Greatest hits album by Three Dog Night
- Released: 1982
- Recorded: 1968–1973
- Genre: Pop; rock;
- Length: 67:18
- Label: MCA
- Producer: Richard Podolor; Gabriel Mekler; Jimmy Ienner;
- Compiler: Vince Cosgrave

Three Dog Night chronology
| American Pastime (1976) | The Best of 3 Dog Night (1982) | It's a Jungle (1983) |

= The Best of 3 Dog Night =

The Best of 3 Dog Night is the fifteenth album by the American rock band, Three Dog Night and is a double album released in 1982. It was certified Gold by the RIAA on May 1, 1996.

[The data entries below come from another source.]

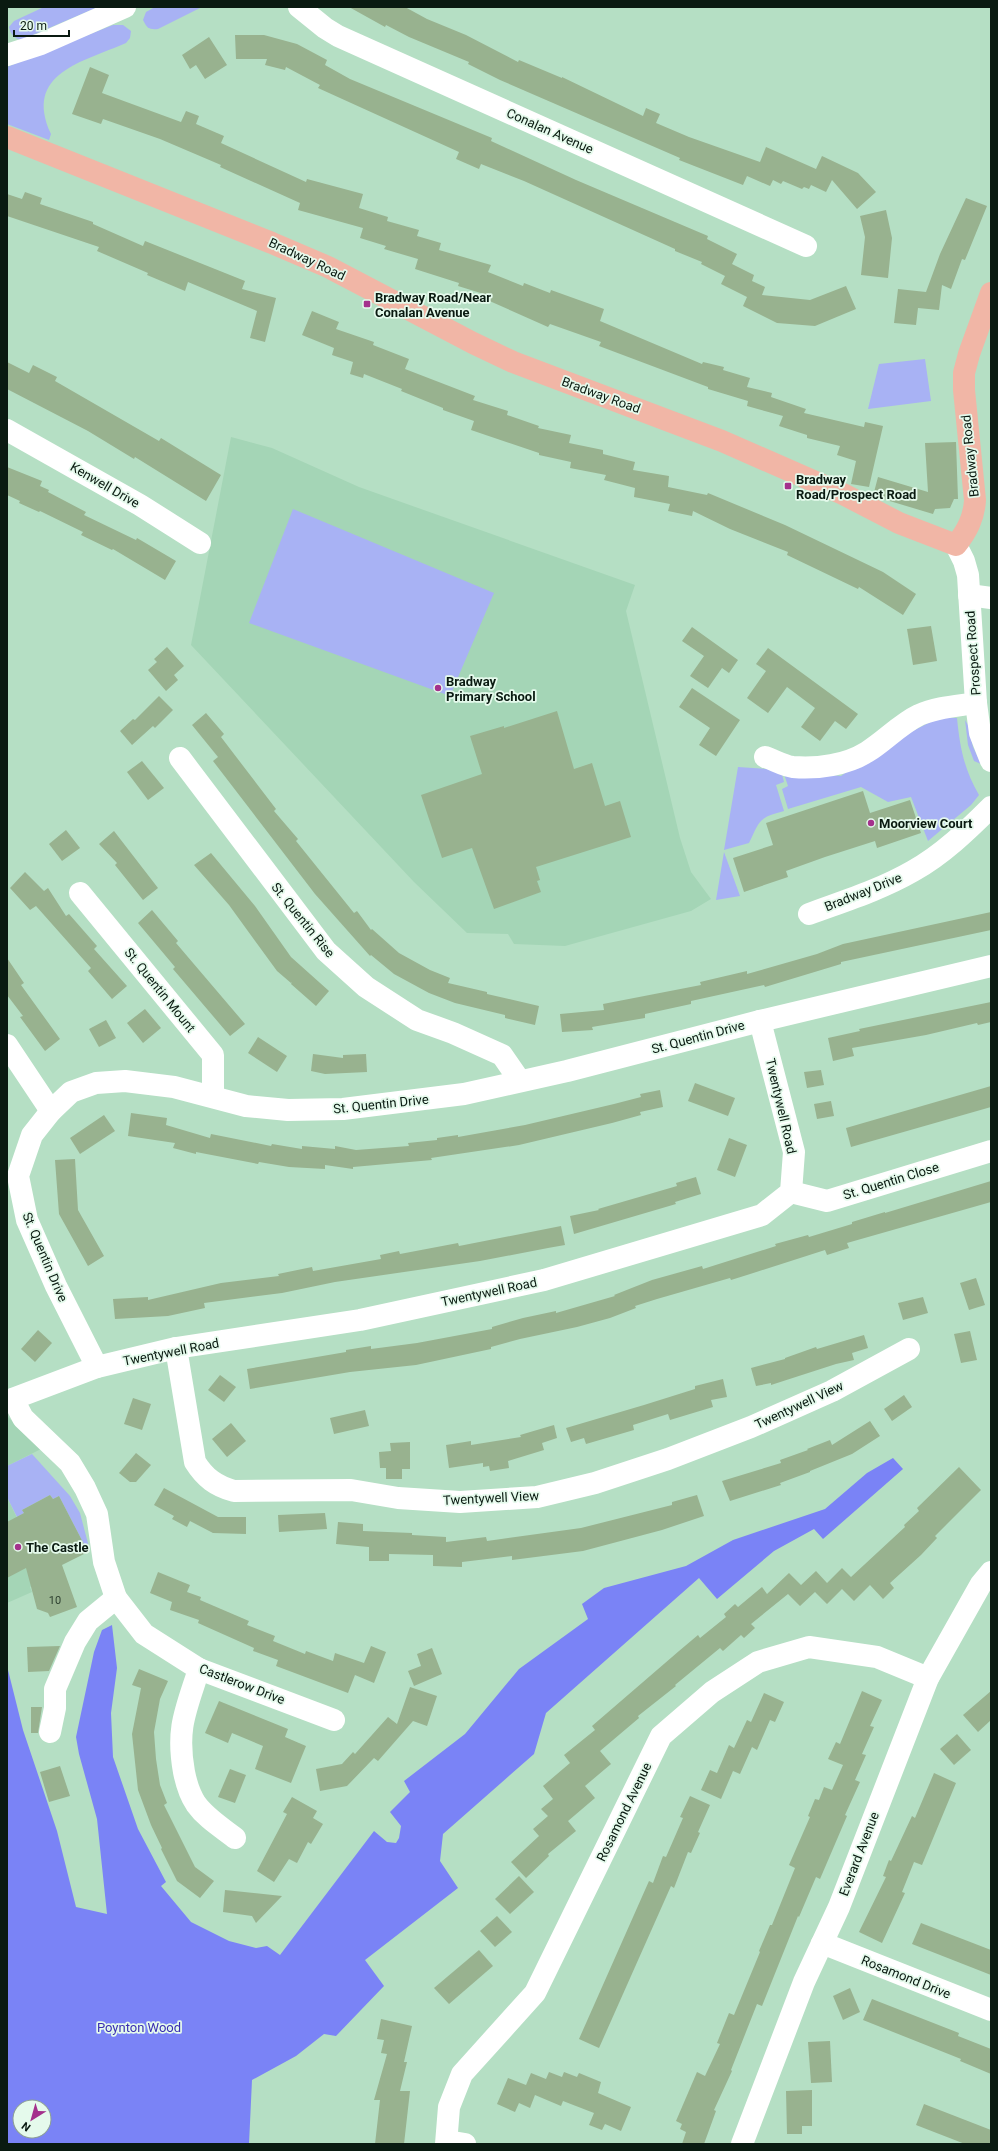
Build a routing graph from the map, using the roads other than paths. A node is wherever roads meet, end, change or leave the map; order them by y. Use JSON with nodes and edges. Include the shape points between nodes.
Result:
{"nodes":[{"id":1,"x":125,"y":7,"type":"edge"},
{"id":2,"x":299,"y":7,"type":"edge"},
{"id":3,"x":7,"y":55,"type":"edge"},
{"id":4,"x":7,"y":137,"type":"edge"},
{"id":5,"x":806,"y":246,"type":"dead end"},
{"id":6,"x":991,"y":293,"type":"edge"},
{"id":7,"x":7,"y":430,"type":"edge"},
{"id":8,"x":200,"y":544,"type":"dead end"},
{"id":9,"x":956,"y":545,"type":"junction"},
{"id":10,"x":969,"y":595,"type":"junction"},
{"id":11,"x":991,"y":598,"type":"edge"},
{"id":12,"x":976,"y":703,"type":"junction"},
{"id":13,"x":765,"y":757,"type":"dead end"},
{"id":14,"x":180,"y":758,"type":"dead end"},
{"id":15,"x":991,"y":761,"type":"edge"},
{"id":16,"x":991,"y":807,"type":"edge"},
{"id":17,"x":80,"y":893,"type":"dead end"},
{"id":18,"x":809,"y":914,"type":"dead end"},
{"id":19,"x":991,"y":966,"type":"edge"},
{"id":20,"x":760,"y":1021,"type":"junction"},
{"id":21,"x":7,"y":1045,"type":"edge"},
{"id":22,"x":520,"y":1081,"type":"junction"},
{"id":23,"x":212,"y":1096,"type":"junction"},
{"id":24,"x":51,"y":1111,"type":"junction"},
{"id":25,"x":991,"y":1151,"type":"edge"},
{"id":26,"x":791,"y":1192,"type":"junction"},
{"id":27,"x":176,"y":1348,"type":"junction"},
{"id":28,"x":909,"y":1349,"type":"dead end"},
{"id":29,"x":97,"y":1367,"type":"junction"},
{"id":30,"x":10,"y":1400,"type":"edge"},
{"id":31,"x":991,"y":1572,"type":"edge"},
{"id":32,"x":116,"y":1598,"type":"junction"},
{"id":33,"x":199,"y":1669,"type":"junction"},
{"id":34,"x":928,"y":1678,"type":"junction"},
{"id":35,"x":334,"y":1720,"type":"dead end"},
{"id":36,"x":50,"y":1732,"type":"dead end"},
{"id":37,"x":234,"y":1838,"type":"dead end"},
{"id":38,"x":822,"y":1943,"type":"junction"},
{"id":39,"x":991,"y":2010,"type":"edge"},
{"id":40,"x":453,"y":2143,"type":"edge"},
{"id":41,"x":742,"y":2144,"type":"edge"}],
"edges":[{"from":1,"to":3,"type":"street","via":[[42,44]]},
{"from":2,"to":5,"type":"street","name":"Conalan Avenue","via":[[338,36]]},
{"from":4,"to":9,"type":"main road","name":"Bradway Road","via":[[328,267],[514,362],[715,438],[843,494],[899,523]]},
{"from":6,"to":9,"type":"main road","name":"Bradway Road","via":[[964,373],[976,500],[968,530]]},
{"from":7,"to":8,"type":"street","name":"Kenwell Drive","via":[[140,505]]},
{"from":9,"to":10,"type":"street","name":"Prospect Road","via":[[968,575]]},
{"from":10,"to":11,"type":"street"},
{"from":10,"to":12,"type":"street","name":"Prospect Road"},
{"from":12,"to":13,"type":"street","via":[[920,715],[905,723],[867,752],[848,761],[827,766],[792,767]]},
{"from":12,"to":15,"type":"street","name":"Prospect Road","via":[[980,733]]},
{"from":14,"to":22,"type":"street","name":"St. Quentin Rise","via":[[326,951],[366,987],[417,1020],[502,1055]]},
{"from":16,"to":18,"type":"street","name":"Bradway Drive","via":[[969,829],[914,870],[871,892]]},
{"from":17,"to":23,"type":"street","name":"St. Quentin Mount","via":[[213,1055]]},
{"from":19,"to":20,"type":"street","name":"St. Quentin Drive"},
{"from":20,"to":22,"type":"street","name":"St. Quentin Drive"},
{"from":20,"to":26,"type":"street","name":"Twentywell Road","via":[[794,1152]]},
{"from":21,"to":24,"type":"street"},
{"from":22,"to":23,"type":"street","name":"St. Quentin Drive","via":[[464,1094],[343,1109],[288,1110],[246,1106]]},
{"from":23,"to":24,"type":"street","name":"St. Quentin Drive","via":[[174,1087],[125,1081],[96,1083],[71,1092]]},
{"from":24,"to":29,"type":"street","name":"St. Quentin Drive","via":[[32,1135],[18,1176],[27,1220],[56,1286]]},
{"from":25,"to":26,"type":"street","name":"St. Quentin Close","via":[[827,1201]]},
{"from":26,"to":27,"type":"street","name":"Twentywell Road","via":[[762,1215],[544,1280],[360,1320]]},
{"from":27,"to":28,"type":"street","name":"Twentywell View","via":[[195,1462],[210,1481],[234,1491],[351,1490],[398,1498],[460,1502],[537,1497],[595,1483],[668,1459],[751,1427],[832,1391]]},
{"from":27,"to":29,"type":"street","name":"Twentywell Road"},
{"from":29,"to":30,"type":"street","name":"Twentywell Road"},
{"from":30,"to":32,"type":"street","name":"Castlerow Drive","via":[[23,1418],[70,1463],[85,1488],[97,1514],[104,1562]]},
{"from":31,"to":34,"type":"street","name":"Everard Avenue","via":[[981,1584]]},
{"from":32,"to":33,"type":"street","name":"Castlerow Drive","via":[[144,1634]]},
{"from":32,"to":36,"type":"street","via":[[88,1621],[75,1642],[55,1689],[55,1708]]},
{"from":33,"to":35,"type":"street","name":"Castlerow Drive"},
{"from":33,"to":37,"type":"street","via":[[180,1737],[186,1782],[195,1803]]},
{"from":34,"to":38,"type":"street","name":"Everard Avenue","via":[[839,1907]]},
{"from":34,"to":40,"type":"street","name":"Rosamond Avenue","via":[[877,1657],[809,1647],[758,1662],[712,1692],[661,1736],[534,1993],[462,2074],[449,2107]]},
{"from":38,"to":39,"type":"street","name":"Rosamond Drive"},
{"from":38,"to":41,"type":"street","name":"Everard Avenue","via":[[804,1982]]}]}
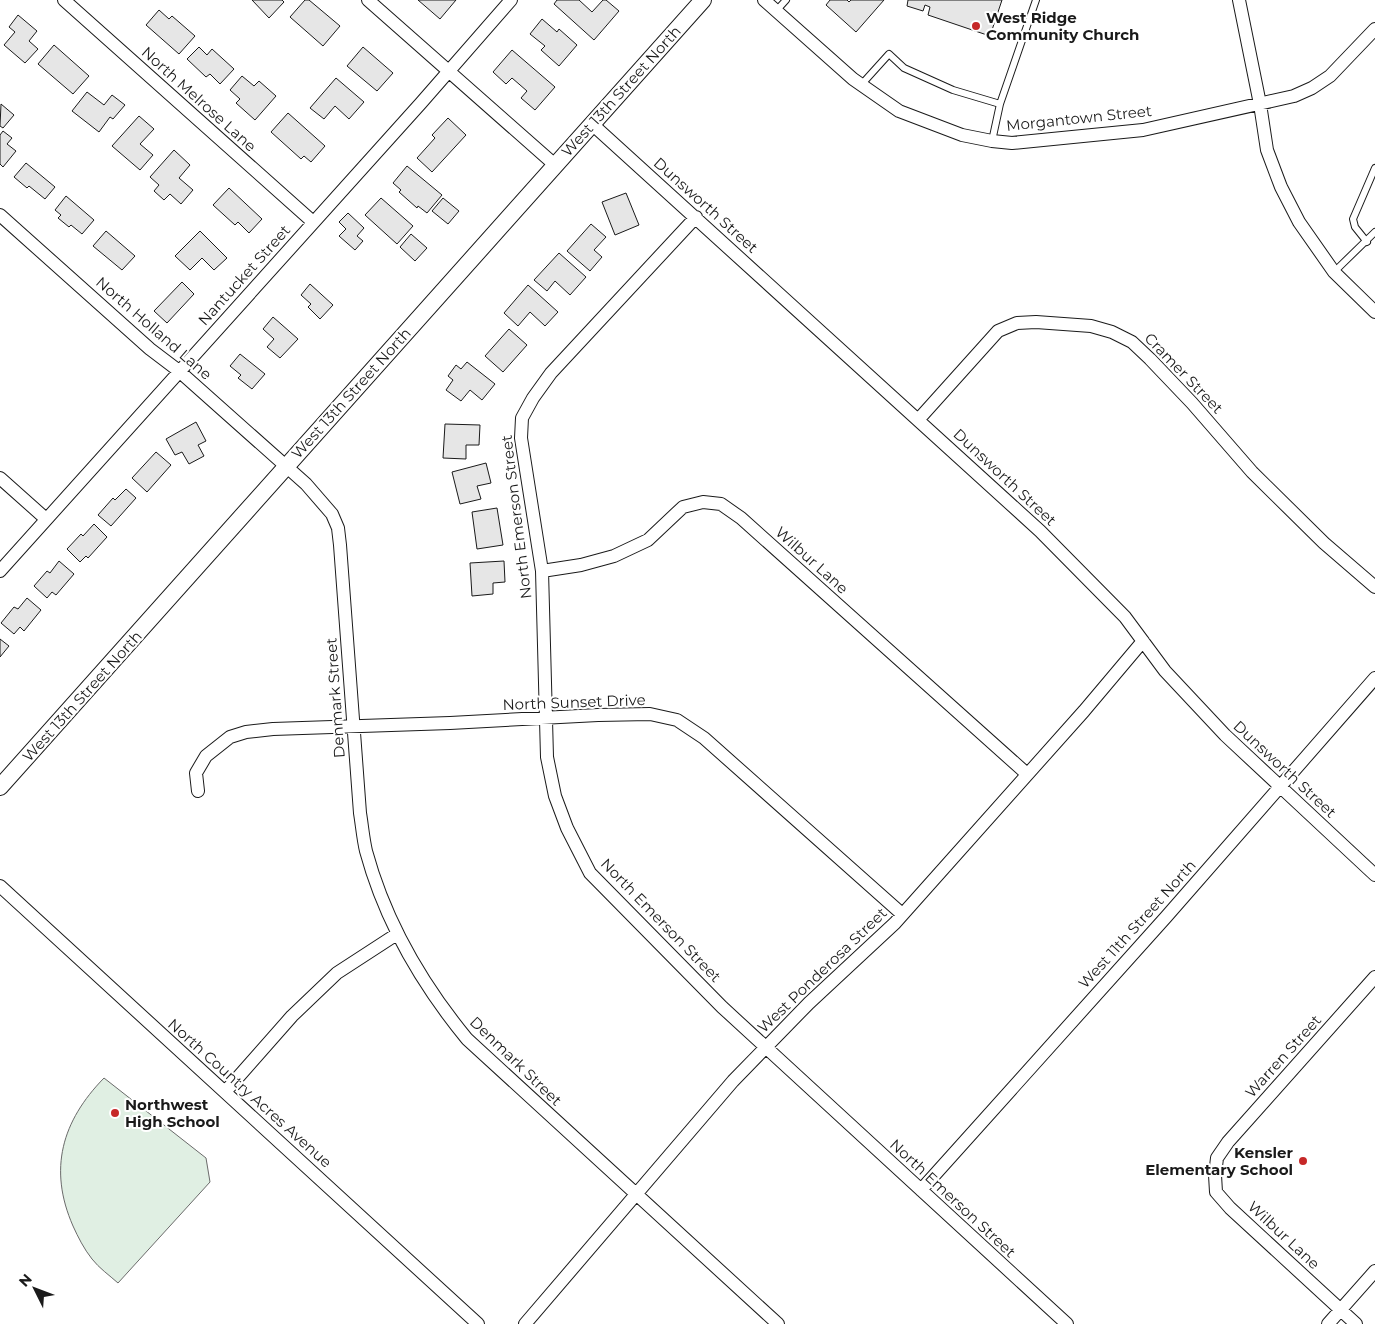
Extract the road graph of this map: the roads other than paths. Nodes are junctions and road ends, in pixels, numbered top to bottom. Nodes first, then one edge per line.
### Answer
1 (64, 0) edge
2 (368, 0) edge
3 (511, 0) edge
4 (703, 0) edge
5 (764, 0) edge
6 (786, 0) edge
7 (1036, 0) edge
8 (1240, 0) edge
9 (776, 11) junction
10 (1375, 29) edge
11 (449, 71) junction
12 (861, 85) junction
13 (1000, 104) junction
14 (1260, 104) junction
15 (592, 124) junction
16 (992, 141) junction
17 (555, 165) junction
18 (1375, 168) edge
19 (0, 215) edge
20 (696, 217) junction
21 (313, 222) junction
22 (1375, 232) edge
23 (1366, 242) junction
24 (1334, 272) junction
25 (1375, 312) edge
26 (179, 371) junction
27 (918, 420) junction
28 (286, 466) junction
29 (0, 478) edge
30 (46, 519) junction
31 (0, 571) edge
32 (542, 571) junction
33 (1375, 587) edge
34 (1143, 642) junction
35 (1375, 678) edge
36 (545, 718) junction
37 (354, 727) junction
38 (1028, 774) junction
39 (1280, 786) junction
40 (0, 787) edge
41 (198, 791) dead end
42 (1375, 875) edge
43 (0, 886) edge
44 (902, 914) junction
45 (397, 934) junction
46 (1375, 977) edge
47 (766, 1047) junction
48 (225, 1092) junction
49 (1217, 1158) joint
50 (921, 1190) junction
51 (636, 1194) junction
52 (1375, 1270) edge
53 (1340, 1310) junction
54 (478, 1324) edge
55 (524, 1324) edge
56 (778, 1324) edge
57 (1067, 1324) edge
58 (1328, 1324) edge
59 (1356, 1324) edge

1 - 21 street, North Melrose Lane
2 - 11 street
3 - 11 street, Nantucket Street
4 - 15 street, West 13th Street North
5 - 9 street, Morgantown Street
6 - 9 lane
7 - 13 lane
8 - 14 street
9 - 12 street, Morgantown Street
10 - 14 street, Morgantown Street
11 - 17 street
11 - 21 street, Nantucket Street
12 - 13 lane
12 - 16 street, Morgantown Street
13 - 16 lane
14 - 16 street, Morgantown Street
14 - 24 street
15 - 17 street, West 13th Street North
15 - 20 street, Dunsworth Street
17 - 28 street, West 13th Street North
18 - 23 lane
19 - 26 street, North Holland Lane
20 - 27 street, Dunsworth Street
20 - 32 street, North Emerson Street
21 - 26 street, Nantucket Street
22 - 23 lane
23 - 24 lane
24 - 25 street
26 - 28 street, North Holland Lane
26 - 30 street, Nantucket Street
27 - 33 street, Cramer Street
27 - 34 street, Dunsworth Street
28 - 37 street, Denmark Street
28 - 40 street, West 13th Street North
29 - 30 street
30 - 31 street, Nantucket Street
32 - 36 street, North Emerson Street
32 - 38 street, Wilbur Lane
34 - 38 street, West Ponderosa Street
34 - 39 street, Dunsworth Street
35 - 39 street, West 11th Street North
36 - 37 street, North Sunset Drive
36 - 44 street, North Sunset Drive
36 - 47 street, North Emerson Street
37 - 41 street, North Sunset Drive
37 - 45 street, Denmark Street
38 - 44 street, West Ponderosa Street
39 - 42 street, Dunsworth Street
39 - 50 street, West 11th Street North
43 - 48 street, North Country Acres Avenue
44 - 47 street, West Ponderosa Street
45 - 48 street
45 - 51 street, Denmark Street
46 - 49 street, Warren Street
47 - 50 street, North Emerson Street
47 - 51 street, West Ponderosa Street
48 - 54 street, North Country Acres Avenue
49 - 53 street, Wilbur Lane
50 - 57 street, North Emerson Street
51 - 55 street, West Ponderosa Street
51 - 56 street, Denmark Street
52 - 53 street
53 - 58 street
53 - 59 street, Wilbur Lane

Seven of these titles landed on the Billboard Adult contemporary chart when originally released and all 20 hit the Hot 100.

==Critical reception==

Stephen Thomas Erlewine of AllMusic writes, "There isn't anything major missing, and while some of the non-singles material isn't particularly strong, there are enough worthwhile moments to make this a fairly consistent, enjoyable listen, in addition to being the one Three Dog Night album most fans will need."

Professional ratings
Review scores
| Source | Rating |
| AllMusic | Star Half star |

==Track listing==

- The CD release follows the same track list.

Side one
| No. | Title | Writer(s) | Original album | Length |
|---|---|---|---|---|
| 1. | "Joy to the World" | Hoyt Axton | Naturally (1970) | 3:32 |
| 2. | "Easy to Be Hard" | Galt MacDermot; James Rado; Gerome Ragni; | Suitable for Framing (1969) | 3:09 |
| 3. | "The Family of Man" | Jack Conrad; Paul Williams; | Harmony (1971) | 3:05 |
| 4. | "Sure As I'm Sittin' Here" | John Hiatt | Hard Labor (1974) | 3:05 |
| 5. | "An Old Fashioned Love Song" | Paul Williams | Harmony | 3:20 |

Side two
| No. | Title | Writer(s) | Original album | Length |
|---|---|---|---|---|
| 1. | "Mama Told Me (Not to Come)" | Randy Newman | It Ain't Easy (1970) | 3:14 |
| 2. | "Try a Little Tenderness" | Jimmy Campbell; Reginald Connelly; Harry M. Woods; | Three Dog Night (1969) | 4:06 |
| 3. | "Shambala" | Daniel Moore | Cyan (1973) | 3:21 |
| 4. | "Let Me Serenade You" | John Finely | Cyan | 3:00 |
| 5. | "Never Been to Spain" | Hoyt Axton | Harmony | 3:40 |

Side three
| No. | Title | Writer(s) | Original album | Length |
|---|---|---|---|---|
| 1. | "Black and White" | David I. Arkin; Earl Robinson; | Seven Separate Fools (1972) | 3:42 |
| 2. | "Pieces of April" | Dave Loggins | Seven Separate Fools | 4:08 |
| 3. | "Liar" | Russ Ballard | Naturally | 3:01 |
| 4. | "Out in the Country" | Roger Nichols; Paul Williams; | It Ain't Easy | 3:05 |
| 5. | "The Show Must Go On" | David Courtney; Leo Sayer; | Hard Labor | 3:26 |

Side four
| No. | Title | Writer(s) | Original album | Length |
|---|---|---|---|---|
| 1. | "Eli's Coming" | Laura Nyro | Suitable For Framing | 2:38 |
| 2. | "One Man Band" | Billy Fox; January Tyme; Tommy Kaye; | Naturally | 2:48 |
| 3. | "One" | Harry Nilsson |  | 3:01 |
| 4. | "Play Something Sweet (Brickyard Blues)" | Allen Toussaint | Hard Labor | 4:46 |
| 5. | "Celebrate" | Gary Bonner; Alan Gordon; | Suitable For Framing | 3:11 |
| Total length: |  |  |  | 67:18 |

==Personnel==
- Mike Allsup - guitar
- Jimmy Greenspoon - keyboard
- Danny Hutton - vocals
- Skip Konte - keyboard
- Chuck Negron - vocals
- Jack Ryland - bass guitar
- Joe Schermie - bass guitar
- Floyd Sneed - percussion, drums
- Cory Wells - vocals

==Production==
- Producers: Richard Podolor, Gabriel Mekler, Jimmy Ienner
- Compilation: Vince Cosgrave
- Art direction: Vartan
- Design: Jay Vigon
- Artwork: Jay Vigon

==Certifications==

| Region | Certification | Certified units/sales |
| United States (RIAA) | Gold | 500,000^{^} |
^{^} Shipments figures based on certification alone.